Some of these issues have been addressed this year. Mihai Andries, a PhD student, proposed two contributions demonstrating the relevancy of an intelligent floor such as the one we have developed. First contribution is about controlling a mobile robot through its interactions throughout the floor [10] . The second, least developed is about activity recognition of a person through its physical interaction on the floor. This approach has an important advantage compared to video based activity recognition: the privacy of people is without any doubt guaranteed. Let us mention too, the work of an internship student who developed a gait evaluation algorithm using the variation over time of the center of pressure that is sensed by the floor when one or several person walk over the floor.

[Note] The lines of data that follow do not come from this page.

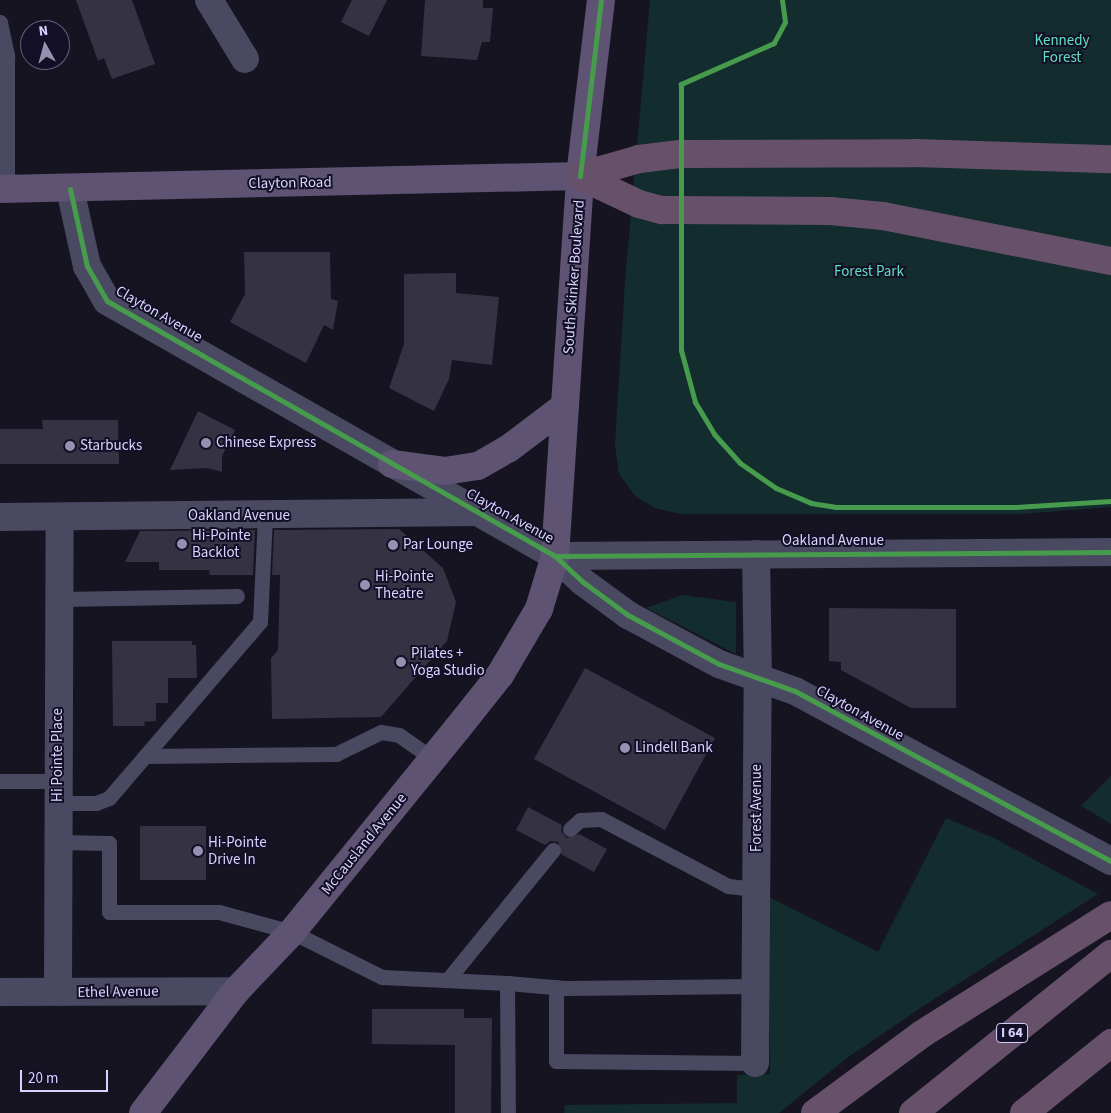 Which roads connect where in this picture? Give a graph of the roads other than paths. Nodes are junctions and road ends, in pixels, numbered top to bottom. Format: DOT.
graph roads {
  1 [pos="209,0"];
  2 [pos="601,0"];
  3 [pos="0,22"];
  4 [pos="245,58"];
  5 [pos="1111,159"];
  6 [pos="580,176"];
  7 [pos="4,189"];
  8 [pos="70,189"];
  9 [pos="1111,261"];
  10 [pos="565,406"];
  11 [pos="392,464"];
  12 [pos="477,512"];
  13 [pos="265,516"];
  14 [pos="0,517"];
  15 [pos="60,517"];
  16 [pos="1111,552"];
  17 [pos="756,554"];
  18 [pos="555,556"];
  19 [pos="237,596"];
  20 [pos="59,599"];
  21 [pos="758,676"];
  22 [pos="146,756"];
  23 [pos="433,759"];
  24 [pos="0,781"];
  25 [pos="58,792"];
  26 [pos="570,829"];
  27 [pos="58,842"];
  28 [pos="553,850"];
  29 [pos="1111,861"];
  30 [pos="756,889"];
  31 [pos="1111,915"];
  32 [pos="292,932"];
  33 [pos="1111,954"];
  34 [pos="449,978"];
  35 [pos="507,983"];
  36 [pos="756,986"];
  37 [pos="556,988"];
  38 [pos="236,991"];
  39 [pos="0,992"];
  40 [pos="58,992"];
  41 [pos="1111,1044"];
  42 [pos="755,1063"];
  43 [pos="143,1113"];
  44 [pos="508,1113"];
  45 [pos="816,1113"];
  46 [pos="913,1113"];
  47 [pos="1024,1113"];
  1 -- 4 [label="street"];
  2 -- 6 [label="main road, South Skinker Boulevard"];
  3 -- 7 [label="lane"];
  5 -- 6 [label="highway"];
  6 -- 8 [label="main road, Clayton Road"];
  6 -- 9 [label="highway"];
  6 -- 10 [label="main road, South Skinker Boulevard"];
  7 -- 8 [label="main road, Clayton Road"];
  8 -- 11 [label="street, Clayton Avenue"];
  10 -- 11 [label="main road"];
  10 -- 18 [label="main road, South Skinker Boulevard"];
  11 -- 12 [label="street, Clayton Avenue"];
  12 -- 13 [label="street, Oakland Avenue"];
  12 -- 18 [label="street, Clayton Avenue"];
  13 -- 15 [label="street, Oakland Avenue"];
  13 -- 22 [label="lane"];
  14 -- 15 [label="street, Oakland Avenue"];
  15 -- 20 [label="street, Hi Pointe Place"];
  16 -- 17 [label="street, Oakland Avenue"];
  17 -- 18 [label="street, Oakland Avenue"];
  17 -- 21 [label="street, Forest Avenue"];
  18 -- 21 [label="street, Clayton Avenue"];
  18 -- 23 [label="main road, McCausland Avenue"];
  19 -- 20 [label="lane"];
  20 -- 25 [label="street, Hi Pointe Place"];
  21 -- 29 [label="street, Clayton Avenue"];
  21 -- 30 [label="street, Forest Avenue"];
  22 -- 23 [label="lane"];
  22 -- 25 [label="lane"];
  23 -- 32 [label="main road, McCausland Avenue"];
  24 -- 25 [label="lane"];
  25 -- 27 [label="street, Hi Pointe Place"];
  26 -- 30 [label="lane"];
  27 -- 32 [label="lane"];
  27 -- 40 [label="street, Hi Pointe Place"];
  28 -- 34 [label="lane"];
  30 -- 36 [label="street, Forest Avenue"];
  31 -- 45 [label="highway"];
  32 -- 34 [label="lane"];
  32 -- 38 [label="main road, McCausland Avenue"];
  33 -- 46 [label="highway, I 64"];
  34 -- 35 [label="lane"];
  35 -- 37 [label="lane"];
  35 -- 44 [label="lane"];
  36 -- 37 [label="lane"];
  36 -- 42 [label="street, Forest Avenue"];
  37 -- 42 [label="lane"];
  38 -- 40 [label="street, Ethel Avenue"];
  38 -- 43 [label="main road, McCausland Avenue"];
  39 -- 40 [label="street, Ethel Avenue"];
  41 -- 47 [label="highway"];
}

Multi-Camera Tracking in Partially Observable Environment

Participants : Arsène Fansi Tchango, Olivier Buffet, Vincent Thomas, Alain Dutech.

Fabien Flacher (Thales THERESIS) is an external collaborator.

In collaboration with Thales ThereSIS - SE&SIM Team (Synthetic Environment & Simulation), we focus on the problem of following the trajectories of several persons with the help of several controllable cameras. This problem is difficult since the set of cameras cannot cover simultaneously the whole environment, since some persons can be hidden by obstacles or by other persons, and since the behavior of each person is governed by internal variables which can only be inferred (such as his motivation or his hunger).

The approach we are working on is based on (1) POMDP formalisms to represent the state of the system (person and their internal states) and possible actions for the cameras, (2) a simulator provided and developed by Thales ThereSIS and (3) particle filtering approaches based on this simulator.

From a theoretical point of view, we are currently investigating how to use a deterministic simulator and to generate new particles in order to keep a good approximation of the posterior distribution.